The Sentencing Council went back to the drawing board over guidance for terrorism offences following an apparent spate of attacks planned at short notice.
Consulting on the first set of comprehensive guidelines for terrorism offences, published today, the council is proposing to increase sentences for lower level offences, such as those where preparations might not be well developed or an offender has offered a small amount of help. A terrorist act can be planned quickly using 'readily available' items such as vehicles and knives. Along with online extremist material that provides encouragement, 'these offences are more serious than they have previously been perceived', the council said today.
The council began working on guidance last year, but fast-tracked production following the attacks in Manchester Arena, Westminster and London Bridge this year.

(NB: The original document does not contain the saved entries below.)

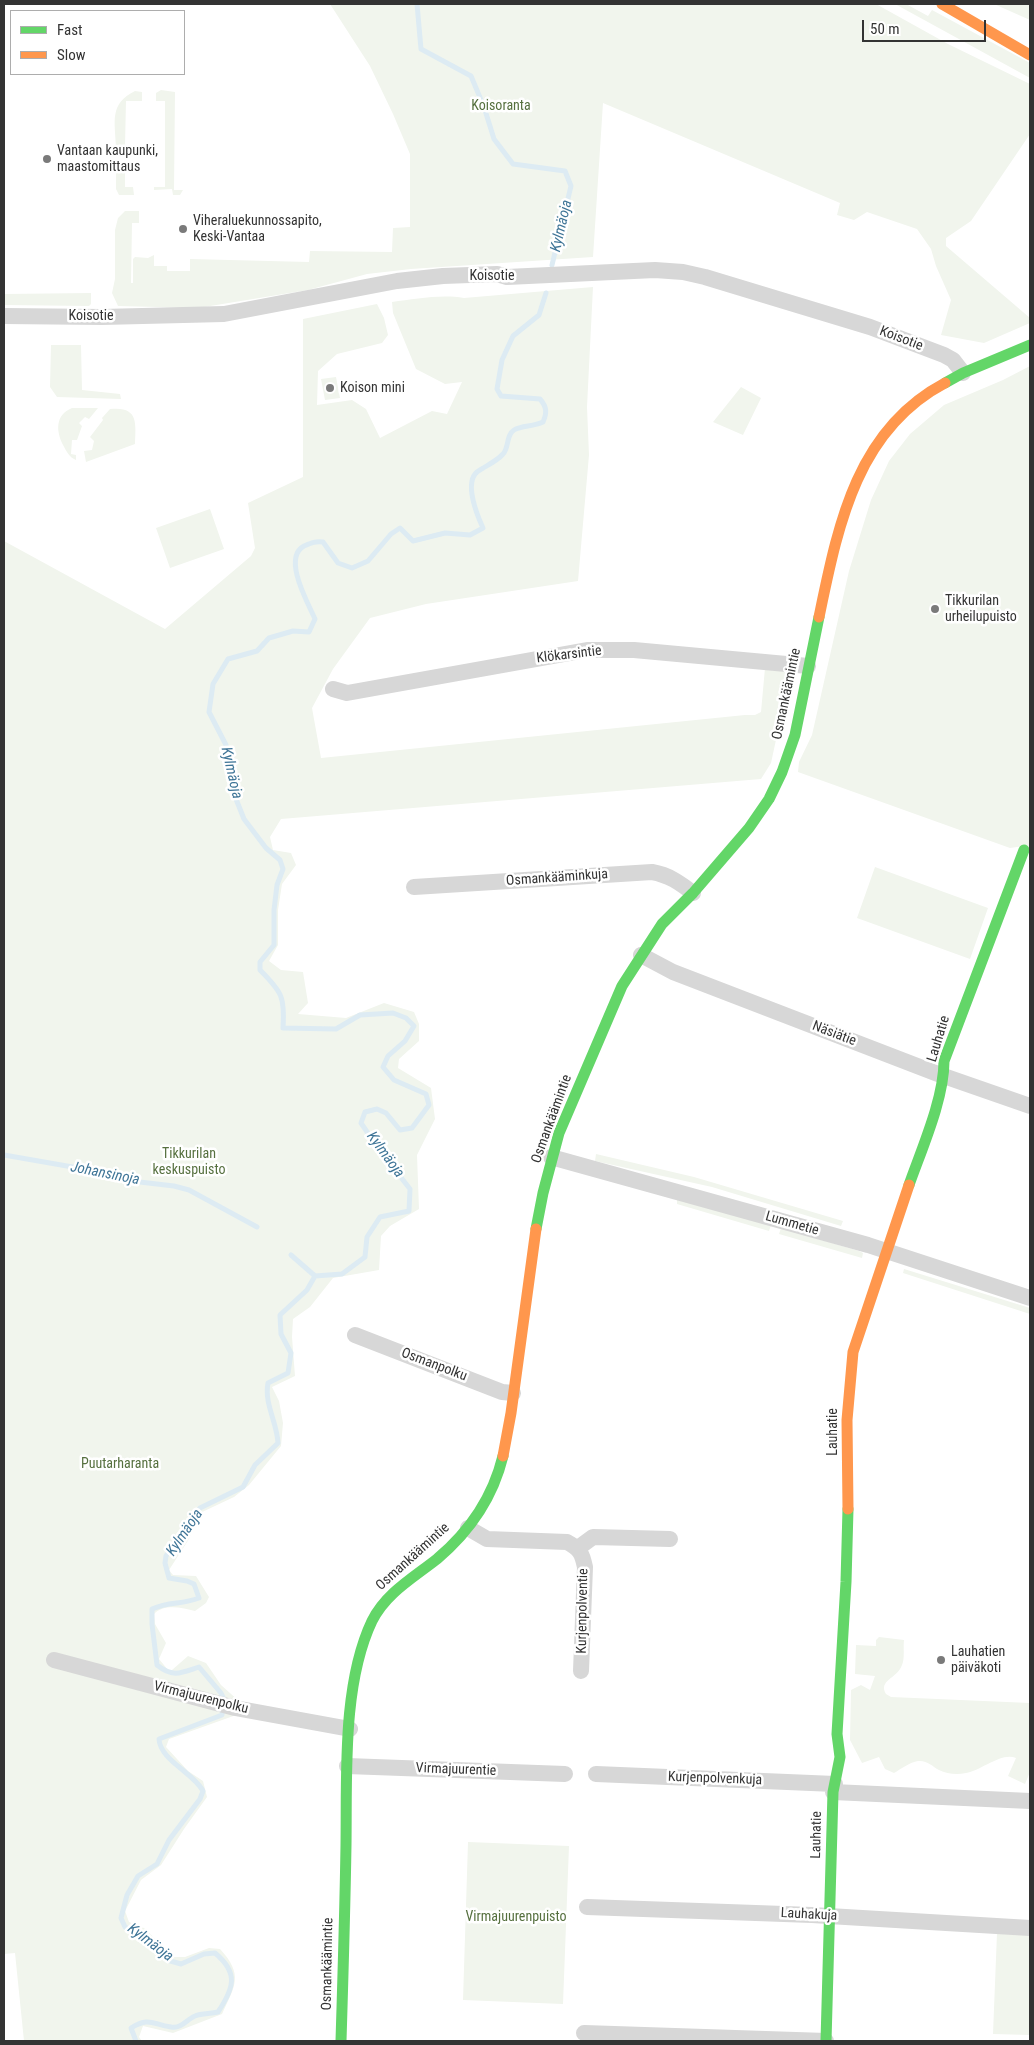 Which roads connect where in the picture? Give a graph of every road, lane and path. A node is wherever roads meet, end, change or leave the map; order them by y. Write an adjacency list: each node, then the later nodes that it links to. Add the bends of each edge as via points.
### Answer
1 (942, 4): 4 (street)
2 (955, 4): 3 (street)
3 (991, 19)
4 (1030, 55)
5 (4, 316): 7 (street, Koisotie, via 224,314 397,281 443,276 497,274 508,277 655,270 683,272 870,327 944,355)
6 (1030, 344): 7 (street, Osmankäämintie)
7 (964, 373): 8 (street, Osmankäämintie, via 934,388 913,404 869,454 843,519)
8 (808, 666): 9 (street, Klökarsintie, via 634,650 587,650 347,693); 12 (street, Osmankäämintie, via 795,735 769,799)
9 (333, 690)
10 (1024, 850): 14 (street, Lauhatie, via 944,1062)
11 (414, 887): 12 (street, Osmankääminkuja, via 652,872 672,878)
12 (693, 894): 13 (street, Osmankäämintie, via 662,924)
13 (641, 955): 14 (street, Näsiätie, via 673,972); 16 (street, Osmankäämintie, via 622,986)
14 (944, 1076): 15 (street, Näsiätie); 17 (street, Lauhatie)
15 (1030, 1106)
16 (551, 1157): 17 (street, Lummetie); 20 (street, Osmankäämintie, via 539,1214)
17 (887, 1251): 18 (street, Lummetie); 30 (street, Lauhatie, via 853,1352 850,1372 846,1426 847,1544 837,1734 840,1757)
18 (1030, 1298)
19 (355, 1335): 20 (street, Osmanpolku, via 502,1392)
20 (513, 1393): 21 (street, Osmankäämintie, via 498,1472)
21 (468, 1528): 23 (street, via 487,1539 567,1542); 26 (street, Osmankäämintie, via 447,1551 387,1599 378,1611 360,1657)
22 (670, 1538): 23 (street, via 593,1537)
23 (578, 1548): 25 (street, Kurjenpolventie, via 585,1567)
24 (54, 1660): 26 (street, Virmajuurenpolku, via 235,1708)
25 (581, 1671)
26 (350, 1729): 27 (street, Osmankäämintie)
27 (347, 1766): 28 (street, Virmajuurentie); 36 (street, Osmankäämintie)
28 (565, 1774)
29 (596, 1774): 30 (street, Kurjenpolvenkuja)
30 (834, 1788): 31 (street, Kurjenpolvenkuja); 33 (street, Lauhatie)
31 (1030, 1801)
32 (587, 1908): 33 (street, Lauhakuja)
33 (830, 1916): 34 (street, Lauhakuja); 37 (street, Lauhatie)
34 (1030, 1928)
35 (584, 2034): 37 (street)
36 (341, 2041)
37 (826, 2041)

The guidelines cover terrorist attack preparation, causing or attempting to cause an explosion, collecting or sharing extremist material, raising funds for terrorism, glorifying terrorist attacks, failing to disclose information about terrorist acts, and joining or supporting a banned organisation.
Lord Justice Treacy, Sentencing Council chairman, said: 'Offences vary greatly and could include someone who tries to make a bomb, another who urges others to join a terrorist organisation or a group plotting a murderous attack on the public. Our proposed guidelines set out a clear approach to dealing with this wide range of offences to ensure appropriate sentences are passed to punish offenders and disrupt their activities.'
In August the government added 19 terror-related offences, such as encouraging terrorism or failing to disclose information about an attack, to the unduly lenient sentence scheme.
Justice minister Dominic Raab said: 'Having extended the scheme for appealing unduly lenient sentences to those who radicalise individuals or turn a blind eye to terrorism, these new guidelines will help ensure we have the most rigorous and robust sentencing in terrorism cases.'
The consultation closes on 22 November. Guidelines will come into force next spring.